#### Task statement
Only one span of the listing below is wanted: the lines from the one with "M89,866L169,936L158,948L90,888L82,873Z" through the one with "M294,1296L310,1309L249,1378L234,1364Z", reproduced exactly, both ends kept.

#### Input for this task
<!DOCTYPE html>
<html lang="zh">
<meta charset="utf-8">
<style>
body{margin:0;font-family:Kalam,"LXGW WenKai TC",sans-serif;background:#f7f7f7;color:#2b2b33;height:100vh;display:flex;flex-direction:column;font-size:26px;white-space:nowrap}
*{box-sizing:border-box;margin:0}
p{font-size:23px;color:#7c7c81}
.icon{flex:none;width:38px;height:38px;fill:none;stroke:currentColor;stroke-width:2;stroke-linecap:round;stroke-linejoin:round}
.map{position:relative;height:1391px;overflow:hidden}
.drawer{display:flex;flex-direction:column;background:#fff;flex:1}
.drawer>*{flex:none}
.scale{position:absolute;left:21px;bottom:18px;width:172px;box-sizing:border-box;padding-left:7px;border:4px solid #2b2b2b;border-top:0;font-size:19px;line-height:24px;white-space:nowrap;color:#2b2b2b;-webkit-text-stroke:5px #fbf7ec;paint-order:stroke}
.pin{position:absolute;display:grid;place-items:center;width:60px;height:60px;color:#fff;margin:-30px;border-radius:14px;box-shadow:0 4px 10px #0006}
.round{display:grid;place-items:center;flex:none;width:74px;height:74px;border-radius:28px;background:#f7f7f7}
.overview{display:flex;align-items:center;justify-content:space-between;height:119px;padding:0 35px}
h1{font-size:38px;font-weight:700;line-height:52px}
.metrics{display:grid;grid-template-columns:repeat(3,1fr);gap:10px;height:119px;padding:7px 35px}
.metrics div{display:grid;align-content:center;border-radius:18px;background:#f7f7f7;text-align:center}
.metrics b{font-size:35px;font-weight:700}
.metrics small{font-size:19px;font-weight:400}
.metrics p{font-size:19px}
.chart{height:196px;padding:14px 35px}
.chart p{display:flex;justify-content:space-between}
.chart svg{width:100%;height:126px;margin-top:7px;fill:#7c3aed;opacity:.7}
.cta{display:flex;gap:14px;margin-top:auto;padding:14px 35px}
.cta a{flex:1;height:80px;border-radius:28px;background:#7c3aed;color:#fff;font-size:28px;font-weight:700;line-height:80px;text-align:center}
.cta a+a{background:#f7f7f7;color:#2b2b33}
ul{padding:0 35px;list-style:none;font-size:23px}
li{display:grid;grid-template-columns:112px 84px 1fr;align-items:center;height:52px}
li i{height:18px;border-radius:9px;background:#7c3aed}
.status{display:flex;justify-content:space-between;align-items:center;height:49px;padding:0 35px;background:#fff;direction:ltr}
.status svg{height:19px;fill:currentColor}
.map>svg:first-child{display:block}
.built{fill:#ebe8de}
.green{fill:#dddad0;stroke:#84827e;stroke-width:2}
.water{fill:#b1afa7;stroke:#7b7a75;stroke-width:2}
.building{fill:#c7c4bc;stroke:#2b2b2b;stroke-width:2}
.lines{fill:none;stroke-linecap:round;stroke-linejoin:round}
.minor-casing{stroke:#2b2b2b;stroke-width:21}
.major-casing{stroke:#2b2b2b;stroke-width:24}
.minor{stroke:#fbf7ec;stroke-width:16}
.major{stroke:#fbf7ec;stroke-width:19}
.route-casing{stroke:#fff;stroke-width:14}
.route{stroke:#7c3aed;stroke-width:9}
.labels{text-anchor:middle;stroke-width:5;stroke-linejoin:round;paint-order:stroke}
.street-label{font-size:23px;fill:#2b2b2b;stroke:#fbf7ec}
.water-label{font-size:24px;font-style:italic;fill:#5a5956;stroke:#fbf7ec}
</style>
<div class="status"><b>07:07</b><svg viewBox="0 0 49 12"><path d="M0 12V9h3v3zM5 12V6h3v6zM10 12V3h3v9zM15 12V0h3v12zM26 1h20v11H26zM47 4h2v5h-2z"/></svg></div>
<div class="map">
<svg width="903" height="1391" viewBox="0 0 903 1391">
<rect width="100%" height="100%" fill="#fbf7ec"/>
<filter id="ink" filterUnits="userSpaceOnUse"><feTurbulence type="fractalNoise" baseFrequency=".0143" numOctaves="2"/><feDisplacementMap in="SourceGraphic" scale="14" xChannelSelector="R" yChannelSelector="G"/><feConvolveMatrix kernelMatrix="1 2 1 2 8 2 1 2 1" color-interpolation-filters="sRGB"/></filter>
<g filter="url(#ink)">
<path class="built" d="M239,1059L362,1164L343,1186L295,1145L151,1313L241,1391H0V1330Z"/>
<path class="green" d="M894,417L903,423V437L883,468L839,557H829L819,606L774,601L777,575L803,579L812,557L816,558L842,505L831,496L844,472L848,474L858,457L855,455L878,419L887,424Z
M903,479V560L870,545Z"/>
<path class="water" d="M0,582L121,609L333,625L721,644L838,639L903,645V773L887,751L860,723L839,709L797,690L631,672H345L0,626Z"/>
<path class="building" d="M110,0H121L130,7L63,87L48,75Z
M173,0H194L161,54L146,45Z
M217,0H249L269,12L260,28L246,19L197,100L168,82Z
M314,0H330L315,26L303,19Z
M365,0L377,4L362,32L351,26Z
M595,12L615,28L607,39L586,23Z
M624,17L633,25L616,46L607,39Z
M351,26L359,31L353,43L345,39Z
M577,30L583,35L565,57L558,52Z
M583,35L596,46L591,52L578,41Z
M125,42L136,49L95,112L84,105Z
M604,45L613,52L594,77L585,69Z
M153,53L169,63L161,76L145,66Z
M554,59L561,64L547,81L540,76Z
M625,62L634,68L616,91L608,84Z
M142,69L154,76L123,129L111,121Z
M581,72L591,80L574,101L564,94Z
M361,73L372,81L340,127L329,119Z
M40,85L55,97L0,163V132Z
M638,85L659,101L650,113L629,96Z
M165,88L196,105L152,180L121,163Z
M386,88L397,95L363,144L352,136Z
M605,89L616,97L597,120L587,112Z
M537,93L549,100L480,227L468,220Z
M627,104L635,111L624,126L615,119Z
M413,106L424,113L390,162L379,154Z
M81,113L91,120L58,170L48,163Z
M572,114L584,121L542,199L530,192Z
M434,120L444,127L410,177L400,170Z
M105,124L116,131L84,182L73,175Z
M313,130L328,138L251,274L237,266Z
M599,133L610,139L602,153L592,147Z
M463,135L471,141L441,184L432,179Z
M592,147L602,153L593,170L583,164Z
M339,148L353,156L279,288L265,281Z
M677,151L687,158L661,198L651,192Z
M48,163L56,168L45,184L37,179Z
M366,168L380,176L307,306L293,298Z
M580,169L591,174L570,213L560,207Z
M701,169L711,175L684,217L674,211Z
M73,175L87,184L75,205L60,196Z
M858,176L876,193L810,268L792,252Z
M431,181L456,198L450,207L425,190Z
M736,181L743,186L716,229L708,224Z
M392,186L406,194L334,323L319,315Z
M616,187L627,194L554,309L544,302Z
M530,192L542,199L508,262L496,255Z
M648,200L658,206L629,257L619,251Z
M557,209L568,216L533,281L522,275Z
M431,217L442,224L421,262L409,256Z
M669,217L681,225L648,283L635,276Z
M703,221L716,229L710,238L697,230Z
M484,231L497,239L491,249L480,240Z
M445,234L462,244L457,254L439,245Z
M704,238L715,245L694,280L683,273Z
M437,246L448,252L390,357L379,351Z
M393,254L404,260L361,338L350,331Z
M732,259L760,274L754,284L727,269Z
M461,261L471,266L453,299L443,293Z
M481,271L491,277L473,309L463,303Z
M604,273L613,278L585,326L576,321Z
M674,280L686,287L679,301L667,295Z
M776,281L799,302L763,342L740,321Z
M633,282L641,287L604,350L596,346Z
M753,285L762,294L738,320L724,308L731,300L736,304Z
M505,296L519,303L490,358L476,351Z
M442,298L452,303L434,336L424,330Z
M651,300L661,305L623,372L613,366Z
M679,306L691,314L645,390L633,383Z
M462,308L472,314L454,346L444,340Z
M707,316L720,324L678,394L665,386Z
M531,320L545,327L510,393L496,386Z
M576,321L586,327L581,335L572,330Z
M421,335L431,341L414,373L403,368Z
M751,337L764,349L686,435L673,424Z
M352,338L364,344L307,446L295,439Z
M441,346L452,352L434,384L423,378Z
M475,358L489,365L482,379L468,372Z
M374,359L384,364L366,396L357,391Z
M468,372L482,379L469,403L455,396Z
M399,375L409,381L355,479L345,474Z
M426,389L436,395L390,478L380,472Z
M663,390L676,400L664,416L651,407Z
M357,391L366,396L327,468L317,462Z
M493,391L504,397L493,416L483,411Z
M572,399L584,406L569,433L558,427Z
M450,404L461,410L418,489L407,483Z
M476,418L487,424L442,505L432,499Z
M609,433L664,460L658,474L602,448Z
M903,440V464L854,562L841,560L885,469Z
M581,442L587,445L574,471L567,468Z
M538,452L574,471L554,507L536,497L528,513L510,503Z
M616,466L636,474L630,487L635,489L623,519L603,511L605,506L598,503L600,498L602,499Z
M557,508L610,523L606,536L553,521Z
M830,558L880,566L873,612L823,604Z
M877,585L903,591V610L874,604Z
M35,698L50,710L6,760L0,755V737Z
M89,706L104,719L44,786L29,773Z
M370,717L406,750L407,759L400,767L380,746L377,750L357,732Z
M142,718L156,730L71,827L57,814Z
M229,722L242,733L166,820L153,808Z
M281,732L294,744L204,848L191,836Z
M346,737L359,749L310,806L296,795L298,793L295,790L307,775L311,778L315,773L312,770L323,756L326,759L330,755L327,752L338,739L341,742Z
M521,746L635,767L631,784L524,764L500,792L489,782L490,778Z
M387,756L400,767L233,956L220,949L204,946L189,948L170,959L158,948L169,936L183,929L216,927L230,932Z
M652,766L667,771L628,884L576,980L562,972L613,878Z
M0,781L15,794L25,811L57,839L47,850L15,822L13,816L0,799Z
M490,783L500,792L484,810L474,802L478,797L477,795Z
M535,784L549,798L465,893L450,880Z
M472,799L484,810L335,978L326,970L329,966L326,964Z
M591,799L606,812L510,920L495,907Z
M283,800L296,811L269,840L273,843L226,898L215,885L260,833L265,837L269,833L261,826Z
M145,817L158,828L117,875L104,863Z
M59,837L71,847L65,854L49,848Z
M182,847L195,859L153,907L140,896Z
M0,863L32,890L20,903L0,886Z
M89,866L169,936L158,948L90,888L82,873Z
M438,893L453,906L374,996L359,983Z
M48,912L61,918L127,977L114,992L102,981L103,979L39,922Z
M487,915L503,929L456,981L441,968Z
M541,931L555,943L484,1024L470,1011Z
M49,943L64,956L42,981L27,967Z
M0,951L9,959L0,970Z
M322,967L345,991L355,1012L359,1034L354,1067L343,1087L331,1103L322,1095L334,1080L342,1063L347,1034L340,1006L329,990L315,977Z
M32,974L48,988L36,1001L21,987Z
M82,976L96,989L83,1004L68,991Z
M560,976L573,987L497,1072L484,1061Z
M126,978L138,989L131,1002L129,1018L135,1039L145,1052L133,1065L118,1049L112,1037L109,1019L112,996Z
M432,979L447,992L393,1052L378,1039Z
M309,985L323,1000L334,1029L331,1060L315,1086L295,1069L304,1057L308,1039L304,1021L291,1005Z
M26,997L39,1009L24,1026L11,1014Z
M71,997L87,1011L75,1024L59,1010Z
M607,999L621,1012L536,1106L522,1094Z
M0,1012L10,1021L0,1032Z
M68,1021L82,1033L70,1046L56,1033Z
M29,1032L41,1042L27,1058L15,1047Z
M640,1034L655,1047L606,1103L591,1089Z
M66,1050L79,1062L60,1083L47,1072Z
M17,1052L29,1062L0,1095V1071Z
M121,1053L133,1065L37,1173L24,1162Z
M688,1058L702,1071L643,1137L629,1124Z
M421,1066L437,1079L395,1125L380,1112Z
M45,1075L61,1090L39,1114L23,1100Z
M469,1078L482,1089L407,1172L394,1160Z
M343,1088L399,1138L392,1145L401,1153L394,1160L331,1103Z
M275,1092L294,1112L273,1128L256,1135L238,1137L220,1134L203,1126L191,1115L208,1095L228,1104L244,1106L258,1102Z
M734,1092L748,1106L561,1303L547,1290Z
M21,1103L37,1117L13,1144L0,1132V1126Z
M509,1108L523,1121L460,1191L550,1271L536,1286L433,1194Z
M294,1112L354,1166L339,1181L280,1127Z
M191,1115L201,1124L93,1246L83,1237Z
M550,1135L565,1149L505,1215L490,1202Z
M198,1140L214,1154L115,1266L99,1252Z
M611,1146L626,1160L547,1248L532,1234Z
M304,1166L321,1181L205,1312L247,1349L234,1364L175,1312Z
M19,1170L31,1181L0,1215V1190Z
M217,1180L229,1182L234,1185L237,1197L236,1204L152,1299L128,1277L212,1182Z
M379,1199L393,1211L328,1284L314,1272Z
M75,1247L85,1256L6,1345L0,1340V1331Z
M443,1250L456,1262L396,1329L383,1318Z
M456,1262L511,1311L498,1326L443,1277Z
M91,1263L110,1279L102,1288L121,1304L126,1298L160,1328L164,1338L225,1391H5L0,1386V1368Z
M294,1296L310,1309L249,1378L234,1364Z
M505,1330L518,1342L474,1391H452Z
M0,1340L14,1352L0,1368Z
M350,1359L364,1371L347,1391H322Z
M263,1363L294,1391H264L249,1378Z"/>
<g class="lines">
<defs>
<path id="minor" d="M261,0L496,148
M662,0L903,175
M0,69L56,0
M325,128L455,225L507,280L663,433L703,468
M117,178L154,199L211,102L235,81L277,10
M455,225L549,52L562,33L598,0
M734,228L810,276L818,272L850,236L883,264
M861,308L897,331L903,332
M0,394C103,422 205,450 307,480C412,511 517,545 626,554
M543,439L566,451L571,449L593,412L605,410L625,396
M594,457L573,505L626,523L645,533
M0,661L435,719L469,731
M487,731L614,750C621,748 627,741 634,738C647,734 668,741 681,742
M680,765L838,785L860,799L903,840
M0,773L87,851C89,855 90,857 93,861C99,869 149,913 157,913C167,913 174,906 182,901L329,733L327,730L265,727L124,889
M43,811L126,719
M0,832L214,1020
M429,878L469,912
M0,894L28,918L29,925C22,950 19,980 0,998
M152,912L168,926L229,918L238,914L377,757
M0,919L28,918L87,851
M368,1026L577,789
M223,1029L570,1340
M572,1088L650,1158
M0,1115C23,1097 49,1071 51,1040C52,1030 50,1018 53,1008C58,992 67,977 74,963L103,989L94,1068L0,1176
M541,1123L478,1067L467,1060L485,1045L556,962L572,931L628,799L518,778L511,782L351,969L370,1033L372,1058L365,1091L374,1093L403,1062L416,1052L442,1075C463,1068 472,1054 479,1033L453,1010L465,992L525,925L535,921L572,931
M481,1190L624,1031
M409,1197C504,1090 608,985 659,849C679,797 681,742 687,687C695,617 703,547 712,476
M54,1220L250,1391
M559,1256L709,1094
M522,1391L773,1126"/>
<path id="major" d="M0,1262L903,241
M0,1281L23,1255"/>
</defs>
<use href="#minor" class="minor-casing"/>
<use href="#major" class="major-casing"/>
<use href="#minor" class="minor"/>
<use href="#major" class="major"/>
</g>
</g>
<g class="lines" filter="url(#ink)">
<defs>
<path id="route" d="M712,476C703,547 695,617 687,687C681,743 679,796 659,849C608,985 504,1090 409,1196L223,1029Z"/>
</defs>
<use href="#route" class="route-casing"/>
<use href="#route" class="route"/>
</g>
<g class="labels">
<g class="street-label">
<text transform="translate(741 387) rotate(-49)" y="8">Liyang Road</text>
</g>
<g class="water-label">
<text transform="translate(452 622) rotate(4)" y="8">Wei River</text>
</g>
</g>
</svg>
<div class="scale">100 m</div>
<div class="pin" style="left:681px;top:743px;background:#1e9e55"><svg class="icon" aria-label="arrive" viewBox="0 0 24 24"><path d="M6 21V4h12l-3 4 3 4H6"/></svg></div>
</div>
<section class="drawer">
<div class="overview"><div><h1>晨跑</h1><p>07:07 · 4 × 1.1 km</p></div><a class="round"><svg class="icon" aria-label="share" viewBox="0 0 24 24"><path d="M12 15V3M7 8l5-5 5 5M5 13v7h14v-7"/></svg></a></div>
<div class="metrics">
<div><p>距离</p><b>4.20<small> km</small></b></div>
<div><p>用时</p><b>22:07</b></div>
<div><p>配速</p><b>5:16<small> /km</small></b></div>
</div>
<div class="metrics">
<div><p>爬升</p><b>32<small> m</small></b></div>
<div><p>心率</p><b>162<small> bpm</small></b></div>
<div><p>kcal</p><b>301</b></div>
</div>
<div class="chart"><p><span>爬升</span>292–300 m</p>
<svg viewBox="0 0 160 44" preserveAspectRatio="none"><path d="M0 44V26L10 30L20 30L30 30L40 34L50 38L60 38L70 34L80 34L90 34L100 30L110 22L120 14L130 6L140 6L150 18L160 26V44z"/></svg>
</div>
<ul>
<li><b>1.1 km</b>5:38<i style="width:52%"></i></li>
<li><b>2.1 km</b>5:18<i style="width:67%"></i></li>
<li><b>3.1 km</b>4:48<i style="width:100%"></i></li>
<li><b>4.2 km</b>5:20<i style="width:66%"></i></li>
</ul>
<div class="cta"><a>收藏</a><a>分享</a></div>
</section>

#### Task response
M89,866L169,936L158,948L90,888L82,873Z
M438,893L453,906L374,996L359,983Z
M48,912L61,918L127,977L114,992L102,981L103,979L39,922Z
M487,915L503,929L456,981L441,968Z
M541,931L555,943L484,1024L470,1011Z
M49,943L64,956L42,981L27,967Z
M0,951L9,959L0,970Z
M322,967L345,991L355,1012L359,1034L354,1067L343,1087L331,1103L322,1095L334,1080L342,1063L347,1034L340,1006L329,990L315,977Z
M32,974L48,988L36,1001L21,987Z
M82,976L96,989L83,1004L68,991Z
M560,976L573,987L497,1072L484,1061Z
M126,978L138,989L131,1002L129,1018L135,1039L145,1052L133,1065L118,1049L112,1037L109,1019L112,996Z
M432,979L447,992L393,1052L378,1039Z
M309,985L323,1000L334,1029L331,1060L315,1086L295,1069L304,1057L308,1039L304,1021L291,1005Z
M26,997L39,1009L24,1026L11,1014Z
M71,997L87,1011L75,1024L59,1010Z
M607,999L621,1012L536,1106L522,1094Z
M0,1012L10,1021L0,1032Z
M68,1021L82,1033L70,1046L56,1033Z
M29,1032L41,1042L27,1058L15,1047Z
M640,1034L655,1047L606,1103L591,1089Z
M66,1050L79,1062L60,1083L47,1072Z
M17,1052L29,1062L0,1095V1071Z
M121,1053L133,1065L37,1173L24,1162Z
M688,1058L702,1071L643,1137L629,1124Z
M421,1066L437,1079L395,1125L380,1112Z
M45,1075L61,1090L39,1114L23,1100Z
M469,1078L482,1089L407,1172L394,1160Z
M343,1088L399,1138L392,1145L401,1153L394,1160L331,1103Z
M275,1092L294,1112L273,1128L256,1135L238,1137L220,1134L203,1126L191,1115L208,1095L228,1104L244,1106L258,1102Z
M734,1092L748,1106L561,1303L547,1290Z
M21,1103L37,1117L13,1144L0,1132V1126Z
M509,1108L523,1121L460,1191L550,1271L536,1286L433,1194Z
M294,1112L354,1166L339,1181L280,1127Z
M191,1115L201,1124L93,1246L83,1237Z
M550,1135L565,1149L505,1215L490,1202Z
M198,1140L214,1154L115,1266L99,1252Z
M611,1146L626,1160L547,1248L532,1234Z
M304,1166L321,1181L205,1312L247,1349L234,1364L175,1312Z
M19,1170L31,1181L0,1215V1190Z
M217,1180L229,1182L234,1185L237,1197L236,1204L152,1299L128,1277L212,1182Z
M379,1199L393,1211L328,1284L314,1272Z
M75,1247L85,1256L6,1345L0,1340V1331Z
M443,1250L456,1262L396,1329L383,1318Z
M456,1262L511,1311L498,1326L443,1277Z
M91,1263L110,1279L102,1288L121,1304L126,1298L160,1328L164,1338L225,1391H5L0,1386V1368Z
M294,1296L310,1309L249,1378L234,1364Z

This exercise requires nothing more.